11 gennaio 2018

Papa quia absurdum

OVVERO: IL TEOREMA DE MAISTRE

di Satiricus
Oggi traggo qualche spunto dal libro che un filosofo milanese ha composto ai danni del Pontefice Benedetto XVI, non si tratta però dell’ultima fatica di Enrico Maria Radaelli, quel “Al cuore di Ratzinger. Al cuore del mondo” che sta suscitando scalpori sciocchi e strumentali nel mondo progressista (chi conosce Radaelli sa da tempo delle sue ampie riserve ratzingeriane, mai celate, e sa anche della sua posizione eccentrica e isolata, tanto quanto scientifica e meticolosa, nel mondo tradizionale), si tratta piuttosto di “Babbo Natale, Gesù adulto. In cosa crede chi crede?” che Maurizio Ferraris ha pubblicato con la Bompiani nel 2006.
Stupito dal revival della fede – un problema che da un lustro in qua sembrerebbe già rientrato – Ferraris scrisse tale pamphlet, non tanto degno di un filosofo eppure utile alla causa divulgativa degli ambienti laicisti, in cui giungeva ad una conclusione dirompente: il ritorno alla fede nel clima post-moderno non è riconducibile ad una autentica conversione ad Deum, ma solo ad una adesione idolatrica alla figura del Sommo Pontefice. “Il Dio nascosto e il Papa televisibile” titola il decimo capitolo del libro e non senza curiosità vediamo attribuito questo carattere al meno televisibile dei Papi contemporanei, il ‘pastore tedesco’ Ratzinger.

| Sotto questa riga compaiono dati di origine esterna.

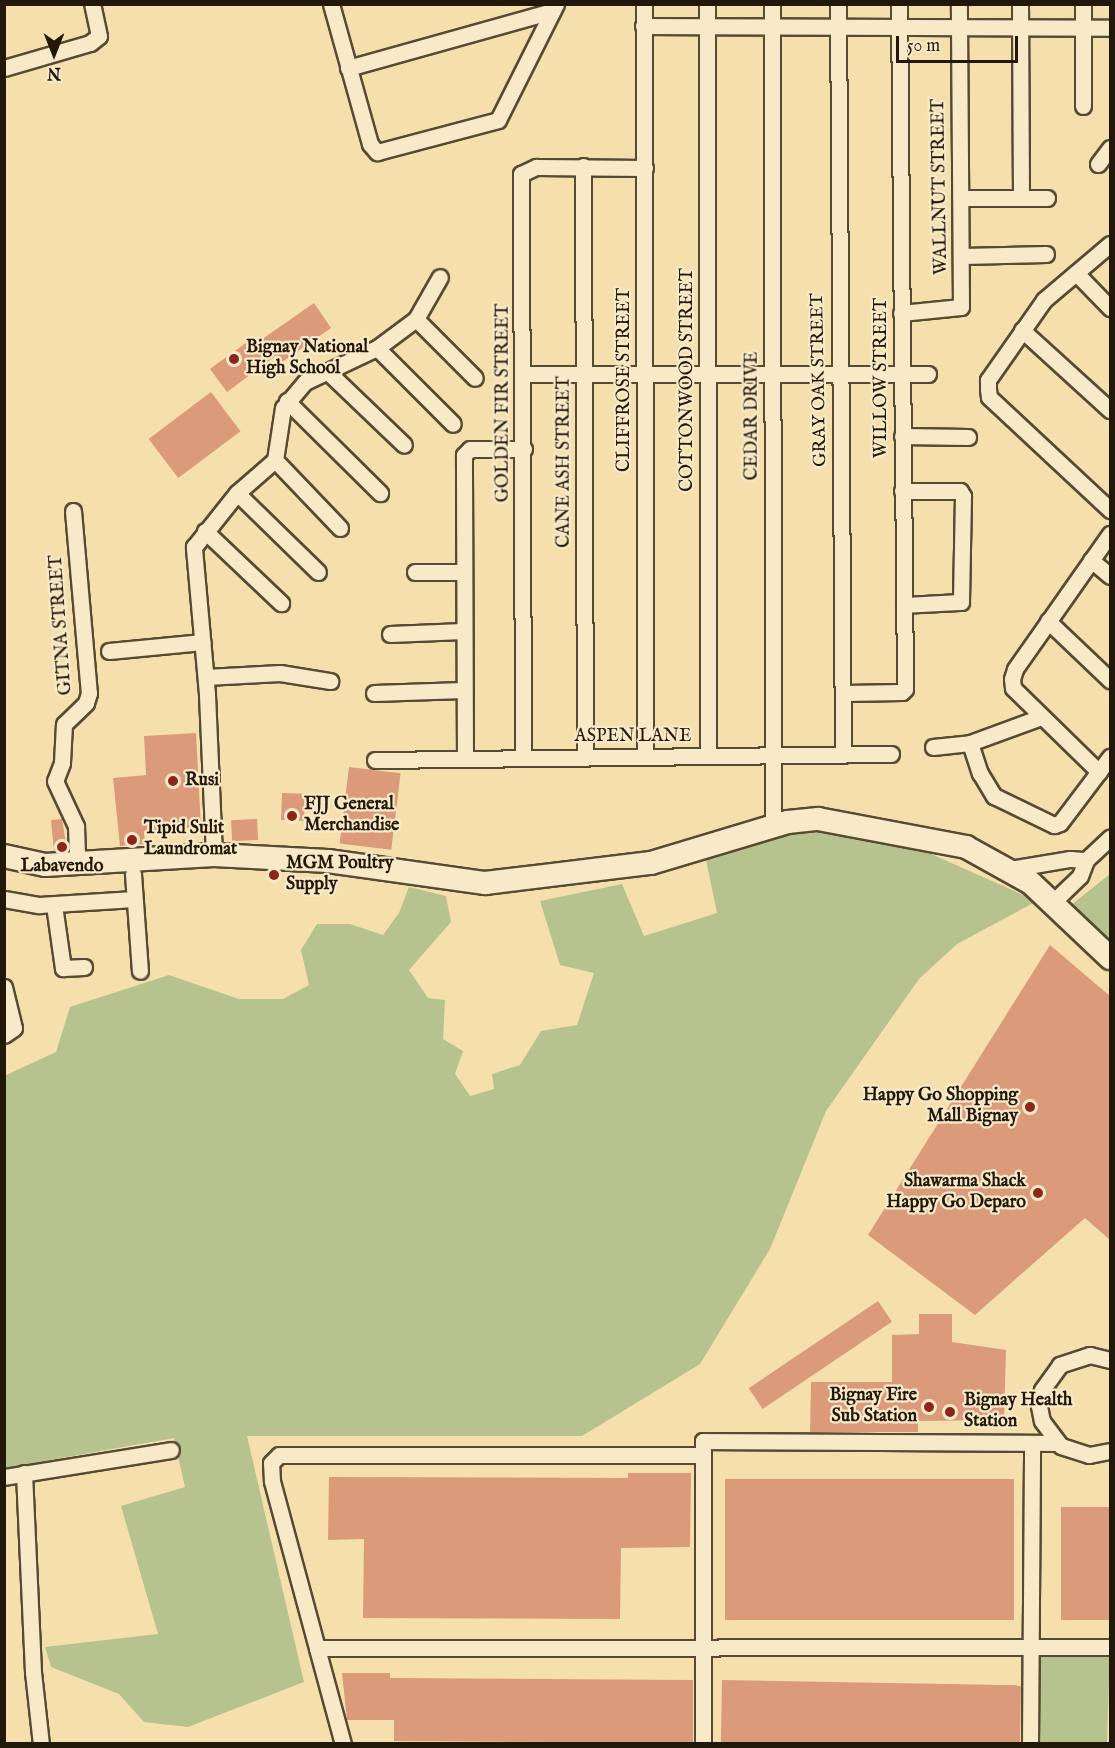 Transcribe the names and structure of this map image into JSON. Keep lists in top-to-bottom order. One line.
{"streets":{"street":["WALLNUT STREET","WILLOW STREET","CLIFFROSE STREET","COTTONWOOD STREET","GRAY OAK STREET","GOLDEN FIR STREET","CEDAR DRIVE","CANE ASH STREET","GITNA STREET","ASPEN LANE"]},"crossings":[["WALLNUT STREET","WILLOW STREET"],["WILLOW STREET","GRAY OAK STREET"],["CLIFFROSE STREET","GOLDEN FIR STREET"],["CLIFFROSE STREET","ASPEN LANE"],["COTTONWOOD STREET","ASPEN LANE"],["GRAY OAK STREET","ASPEN LANE"],["GOLDEN FIR STREET","CANE ASH STREET"],["GOLDEN FIR STREET","ASPEN LANE"],["CEDAR DRIVE","ASPEN LANE"],["CANE ASH STREET","ASPEN LANE"]],"places":["Bignay National High School","Rusi","FJJ General Merchandise","Tipid Sulit Laundromat","Labavendo","MGM Poultry Supply","Happy Go Shopping Mall Bignay","Shawarma Shack Happy Go Deparo","Bignay Fire Sub Station","Bignay Health Station"],"scale_bar":"50 m","north":"bottom"}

Ma sostiamo un poco sulle parole stesse del Ferraris, egli comincia con un ritratto goliardico ma non troppo del cattolico medio: “In cosa crede chi crede, in un paese cattolico, e una volta che abbiamo disegnato la figura di un essere razionale, magari credulo nei confronti dei miracoli, ma del tutto diffidente nei confronti della resurrezione? La risposta è molto semplice: credono nel Papa”. Si descrive – per dirlo con parole forti – una cristianità gnostica, che avrebbe smarrito il senso natalizio della incarnazione e il peso carnale della risurrezione, arenandosi – per così dire – all’equivalente di teorie fenomeniche e dell’illuminazione, “il Dio da toccare, che attesta di non essere un fantasma, diventa un Dio da vedere, specialmente in televisione”. E simile visione non cerca più il Divino, ma un suo surrogato più plausibile: “Quando l’incredulità nei confronti del trascendente diventa di massa, il solo a cui si è disposti a credere è un signore con certe caratteristiche fisiche e sociali ben precise: un Papa, appunto che decide (questo il nocciolo del dogma) in materia di fede e di costumi”. La sentenza cala irremovibile: “Dunque chi crede, almeno tra i cattolici, e se è coerente, crede nel Papa”.

Così il Ferraris, il quale nel capitolo undicesimo introduce un nostro carissimo amico, basti la titolazione: IL TEOREMA DI DE MAISTRE (p. 123). E qui mi fermo – le restanti tesi non sono un gran che – e provo io a dare il succo ‘alla de Maistre’ della faccenda.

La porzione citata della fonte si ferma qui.